===== Data shown =====

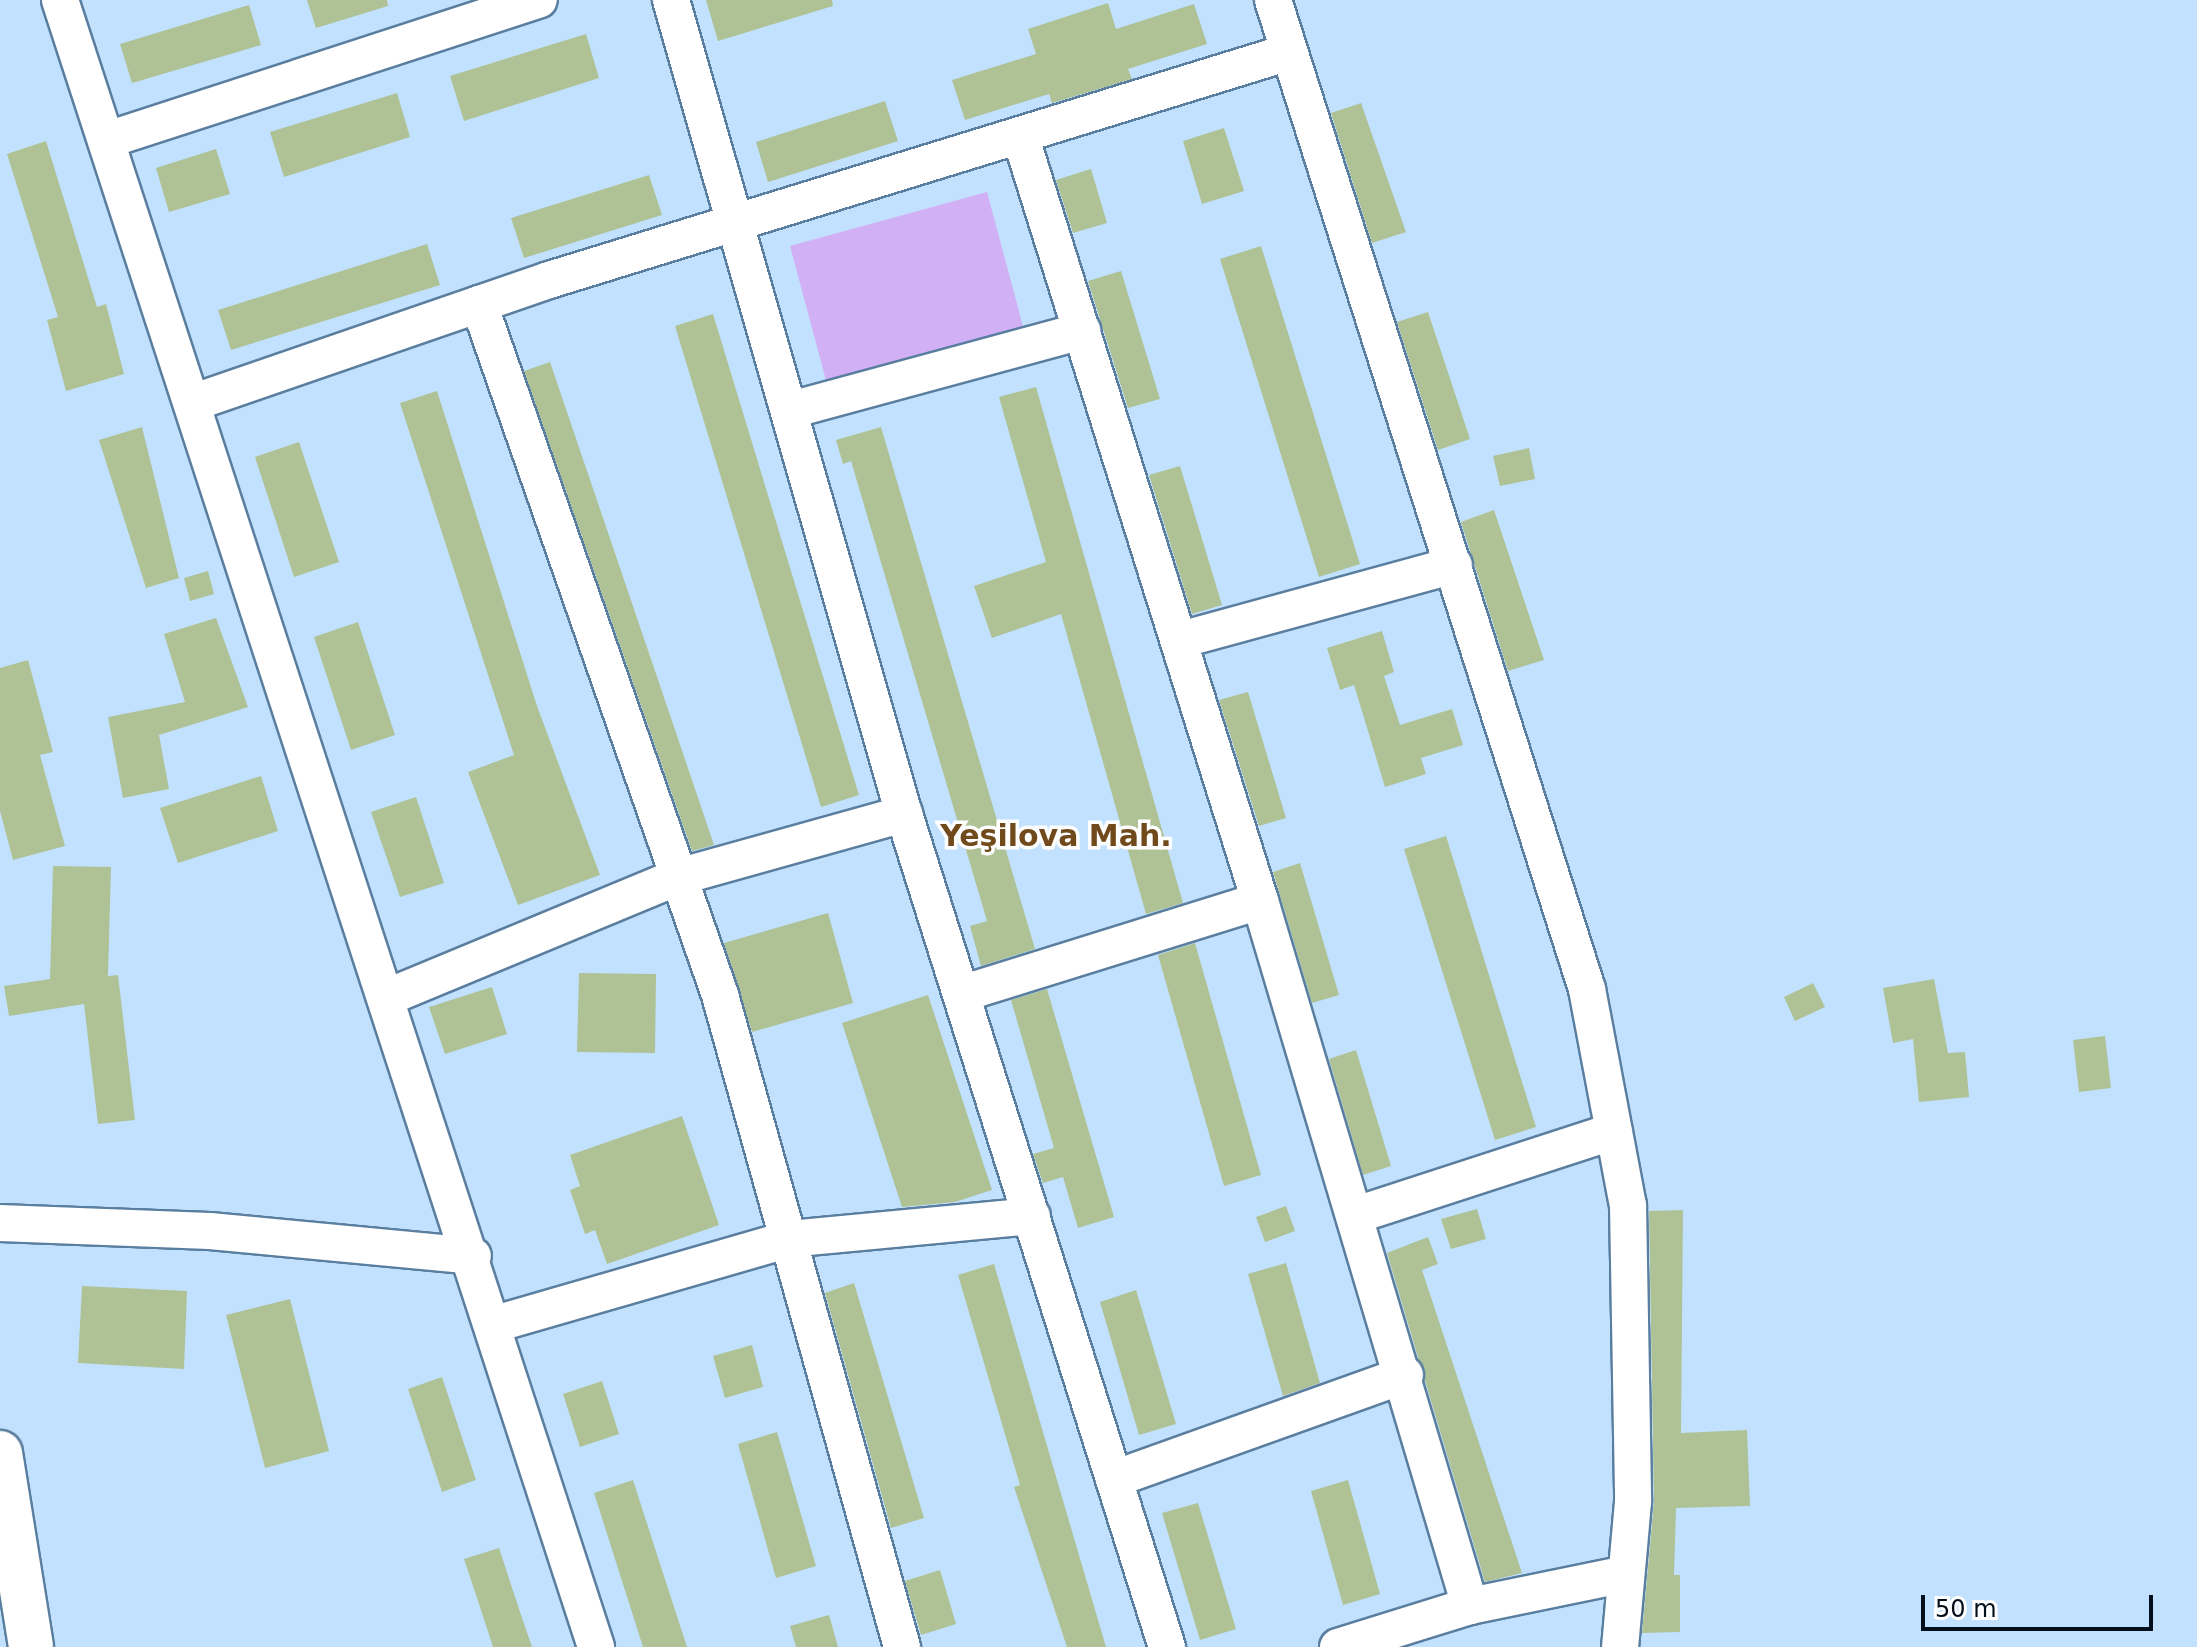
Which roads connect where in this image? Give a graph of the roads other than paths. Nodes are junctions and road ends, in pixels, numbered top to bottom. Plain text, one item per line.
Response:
1 (60, 0) edge
2 (539, 0) edge
3 (671, 0) edge
4 (1273, 0) edge
5 (1289, 52) junction
6 (1020, 135) junction
7 (107, 140) junction
8 (731, 223) junction
9 (479, 304) junction
10 (1082, 331) junction
11 (192, 403) junction
12 (791, 410) junction
13 (1454, 565) junction
14 (1180, 640) junction
15 (904, 814) junction
16 (678, 877) junction
17 (1260, 901) junction
18 (964, 993) junction
19 (388, 997) junction
20 (1614, 1131) junction
21 (1356, 1215) junction
22 (1032, 1216) junction
23 (0, 1223) edge
24 (789, 1239) junction
25 (473, 1256) junction
26 (495, 1324) junction
27 (1405, 1375) junction
28 (0, 1453) edge
29 (1114, 1479) junction
30 (1626, 1574) junction
31 (1470, 1606) junction
32 (31, 1647) edge
33 (596, 1647) edge
34 (902, 1647) edge
35 (1167, 1647) edge
36 (1338, 1647) edge
37 (1620, 1647) edge

1 - 7 street
2 - 7 street
3 - 8 street
4 - 5 street
5 - 6 street
5 - 13 street
6 - 8 street
6 - 10 street
7 - 11 street
8 - 9 street
8 - 12 street
9 - 11 street
9 - 16 street
10 - 12 street
10 - 14 street
11 - 19 street
12 - 15 street
13 - 14 street
13 - 20 street
14 - 17 street
15 - 16 street
15 - 18 street
16 - 19 street
16 - 24 street
17 - 18 street
17 - 21 street
18 - 22 street
19 - 25 street
20 - 21 street
20 - 30 street
21 - 27 street
22 - 24 street
22 - 29 street
23 - 25 street
24 - 26 street
24 - 34 street
25 - 26 street
26 - 33 street
27 - 29 street
27 - 31 street
28 - 32 highway
29 - 35 street
30 - 31 street
30 - 37 street
31 - 36 street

=====

Description of the task.
Filter the listing by the string "edge"; copy each matching line.

Response box.
1 (60, 0) edge
2 (539, 0) edge
3 (671, 0) edge
4 (1273, 0) edge
23 (0, 1223) edge
28 (0, 1453) edge
32 (31, 1647) edge
33 (596, 1647) edge
34 (902, 1647) edge
35 (1167, 1647) edge
36 (1338, 1647) edge
37 (1620, 1647) edge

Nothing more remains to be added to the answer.